▸ EXERCISE BRIEF:
Whenever a line of the data below holds the string "Южно", copy that line.

▸ DATA SUPPLIED:
↓
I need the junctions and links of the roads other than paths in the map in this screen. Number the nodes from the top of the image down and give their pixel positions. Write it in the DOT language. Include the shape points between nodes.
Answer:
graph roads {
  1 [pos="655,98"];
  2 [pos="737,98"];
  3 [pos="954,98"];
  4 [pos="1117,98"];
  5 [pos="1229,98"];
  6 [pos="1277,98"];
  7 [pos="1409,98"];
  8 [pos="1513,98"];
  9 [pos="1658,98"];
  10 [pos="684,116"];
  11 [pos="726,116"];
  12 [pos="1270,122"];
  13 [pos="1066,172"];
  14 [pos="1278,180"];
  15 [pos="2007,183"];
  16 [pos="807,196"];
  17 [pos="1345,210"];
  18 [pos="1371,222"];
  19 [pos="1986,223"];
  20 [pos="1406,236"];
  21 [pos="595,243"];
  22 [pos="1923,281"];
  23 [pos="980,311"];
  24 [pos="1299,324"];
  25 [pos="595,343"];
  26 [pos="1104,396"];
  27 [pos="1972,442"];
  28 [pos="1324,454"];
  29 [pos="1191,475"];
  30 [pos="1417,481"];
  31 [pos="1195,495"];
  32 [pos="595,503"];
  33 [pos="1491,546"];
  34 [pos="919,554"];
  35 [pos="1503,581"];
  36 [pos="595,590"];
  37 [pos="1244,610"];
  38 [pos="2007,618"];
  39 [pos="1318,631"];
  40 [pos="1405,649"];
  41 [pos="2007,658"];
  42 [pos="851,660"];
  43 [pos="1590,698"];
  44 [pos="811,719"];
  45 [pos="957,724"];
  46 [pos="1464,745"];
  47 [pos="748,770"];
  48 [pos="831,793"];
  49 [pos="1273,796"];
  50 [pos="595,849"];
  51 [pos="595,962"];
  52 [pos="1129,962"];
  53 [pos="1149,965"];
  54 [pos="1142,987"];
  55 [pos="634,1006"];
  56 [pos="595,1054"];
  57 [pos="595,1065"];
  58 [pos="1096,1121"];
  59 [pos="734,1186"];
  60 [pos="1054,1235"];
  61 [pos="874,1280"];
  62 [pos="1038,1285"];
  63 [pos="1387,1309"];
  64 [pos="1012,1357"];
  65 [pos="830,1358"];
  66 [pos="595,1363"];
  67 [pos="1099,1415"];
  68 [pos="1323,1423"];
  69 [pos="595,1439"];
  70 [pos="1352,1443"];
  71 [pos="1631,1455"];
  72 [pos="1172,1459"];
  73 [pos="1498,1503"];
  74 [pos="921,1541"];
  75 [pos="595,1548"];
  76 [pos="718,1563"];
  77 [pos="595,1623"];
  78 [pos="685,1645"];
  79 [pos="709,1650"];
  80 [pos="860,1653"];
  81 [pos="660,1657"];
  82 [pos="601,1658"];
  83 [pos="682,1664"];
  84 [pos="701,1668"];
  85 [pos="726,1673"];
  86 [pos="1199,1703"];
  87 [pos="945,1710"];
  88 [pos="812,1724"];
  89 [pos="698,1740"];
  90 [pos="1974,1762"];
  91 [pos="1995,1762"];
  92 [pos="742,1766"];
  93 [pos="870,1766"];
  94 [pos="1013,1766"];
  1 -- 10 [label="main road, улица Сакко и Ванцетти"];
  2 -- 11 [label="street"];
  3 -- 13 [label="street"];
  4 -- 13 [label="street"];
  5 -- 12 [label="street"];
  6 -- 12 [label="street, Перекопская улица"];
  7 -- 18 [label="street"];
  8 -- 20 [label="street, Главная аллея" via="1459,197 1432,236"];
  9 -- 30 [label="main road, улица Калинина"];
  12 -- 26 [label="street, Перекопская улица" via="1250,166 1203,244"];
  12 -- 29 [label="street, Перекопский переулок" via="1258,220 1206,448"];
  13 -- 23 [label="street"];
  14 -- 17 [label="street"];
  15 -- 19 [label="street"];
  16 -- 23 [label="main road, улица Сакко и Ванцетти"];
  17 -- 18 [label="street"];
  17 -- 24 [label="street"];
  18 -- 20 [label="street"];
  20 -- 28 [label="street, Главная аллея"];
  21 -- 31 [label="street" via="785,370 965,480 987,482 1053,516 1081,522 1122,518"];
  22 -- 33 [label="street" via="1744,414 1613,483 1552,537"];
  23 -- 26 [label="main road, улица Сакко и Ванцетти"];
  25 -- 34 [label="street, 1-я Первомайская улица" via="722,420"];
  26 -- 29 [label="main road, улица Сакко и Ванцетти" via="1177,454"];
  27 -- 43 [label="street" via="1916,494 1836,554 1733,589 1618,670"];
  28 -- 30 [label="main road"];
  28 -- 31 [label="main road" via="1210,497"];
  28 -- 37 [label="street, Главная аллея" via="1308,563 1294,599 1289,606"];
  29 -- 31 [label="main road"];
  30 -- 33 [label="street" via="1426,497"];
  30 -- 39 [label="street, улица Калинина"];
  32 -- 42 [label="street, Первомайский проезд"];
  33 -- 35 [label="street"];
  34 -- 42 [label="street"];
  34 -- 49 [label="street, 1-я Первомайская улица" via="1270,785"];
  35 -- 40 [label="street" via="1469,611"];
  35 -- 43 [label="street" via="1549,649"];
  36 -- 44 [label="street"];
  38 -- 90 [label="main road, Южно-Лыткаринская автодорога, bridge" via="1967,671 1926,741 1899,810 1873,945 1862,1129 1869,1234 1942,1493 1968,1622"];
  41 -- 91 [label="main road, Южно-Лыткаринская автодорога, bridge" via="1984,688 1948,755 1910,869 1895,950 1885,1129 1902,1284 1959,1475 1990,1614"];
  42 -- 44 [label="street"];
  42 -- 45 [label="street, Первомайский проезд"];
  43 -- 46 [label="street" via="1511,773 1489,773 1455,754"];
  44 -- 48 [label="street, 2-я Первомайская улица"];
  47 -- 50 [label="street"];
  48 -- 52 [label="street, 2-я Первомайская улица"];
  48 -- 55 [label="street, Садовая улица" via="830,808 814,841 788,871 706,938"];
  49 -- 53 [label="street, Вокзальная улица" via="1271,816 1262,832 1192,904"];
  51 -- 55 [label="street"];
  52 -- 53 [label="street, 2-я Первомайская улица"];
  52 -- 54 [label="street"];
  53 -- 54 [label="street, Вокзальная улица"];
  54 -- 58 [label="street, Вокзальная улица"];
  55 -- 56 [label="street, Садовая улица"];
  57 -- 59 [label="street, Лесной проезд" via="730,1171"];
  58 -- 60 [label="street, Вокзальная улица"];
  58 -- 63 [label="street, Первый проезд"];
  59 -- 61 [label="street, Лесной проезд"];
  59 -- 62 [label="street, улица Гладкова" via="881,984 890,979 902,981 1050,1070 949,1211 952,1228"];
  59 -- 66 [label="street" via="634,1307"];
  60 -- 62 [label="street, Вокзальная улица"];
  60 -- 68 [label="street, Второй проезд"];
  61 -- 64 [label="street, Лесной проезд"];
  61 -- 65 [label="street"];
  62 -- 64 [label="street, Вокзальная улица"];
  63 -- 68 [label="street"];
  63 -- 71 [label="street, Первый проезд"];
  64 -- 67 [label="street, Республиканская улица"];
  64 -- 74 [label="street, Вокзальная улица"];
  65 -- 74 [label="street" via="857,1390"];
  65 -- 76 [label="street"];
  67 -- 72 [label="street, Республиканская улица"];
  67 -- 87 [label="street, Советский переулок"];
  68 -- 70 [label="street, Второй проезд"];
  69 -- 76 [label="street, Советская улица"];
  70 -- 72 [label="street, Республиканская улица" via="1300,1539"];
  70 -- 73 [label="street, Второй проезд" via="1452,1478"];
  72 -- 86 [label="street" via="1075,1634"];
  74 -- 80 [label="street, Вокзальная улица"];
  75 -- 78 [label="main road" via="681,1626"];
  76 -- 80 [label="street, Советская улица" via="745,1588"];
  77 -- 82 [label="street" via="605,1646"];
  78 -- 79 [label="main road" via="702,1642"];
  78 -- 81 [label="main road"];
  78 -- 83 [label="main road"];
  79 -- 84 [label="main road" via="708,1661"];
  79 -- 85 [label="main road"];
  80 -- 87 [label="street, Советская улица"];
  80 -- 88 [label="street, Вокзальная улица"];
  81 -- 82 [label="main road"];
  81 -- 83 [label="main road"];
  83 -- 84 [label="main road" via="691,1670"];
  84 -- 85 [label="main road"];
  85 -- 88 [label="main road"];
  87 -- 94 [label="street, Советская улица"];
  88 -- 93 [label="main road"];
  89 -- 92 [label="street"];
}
↑
▸ WORKED SOLUTION:
  38 -- 90 [label="main road, Южно-Лыткаринская автодорога, bridge" via="1967,671 1926,741 1899,810 1873,945 1862,1129 1869,1234 1942,1493 1968,1622"];
  41 -- 91 [label="main road, Южно-Лыткаринская автодорога, bridge" via="1984,688 1948,755 1910,869 1895,950 1885,1129 1902,1284 1959,1475 1990,1614"];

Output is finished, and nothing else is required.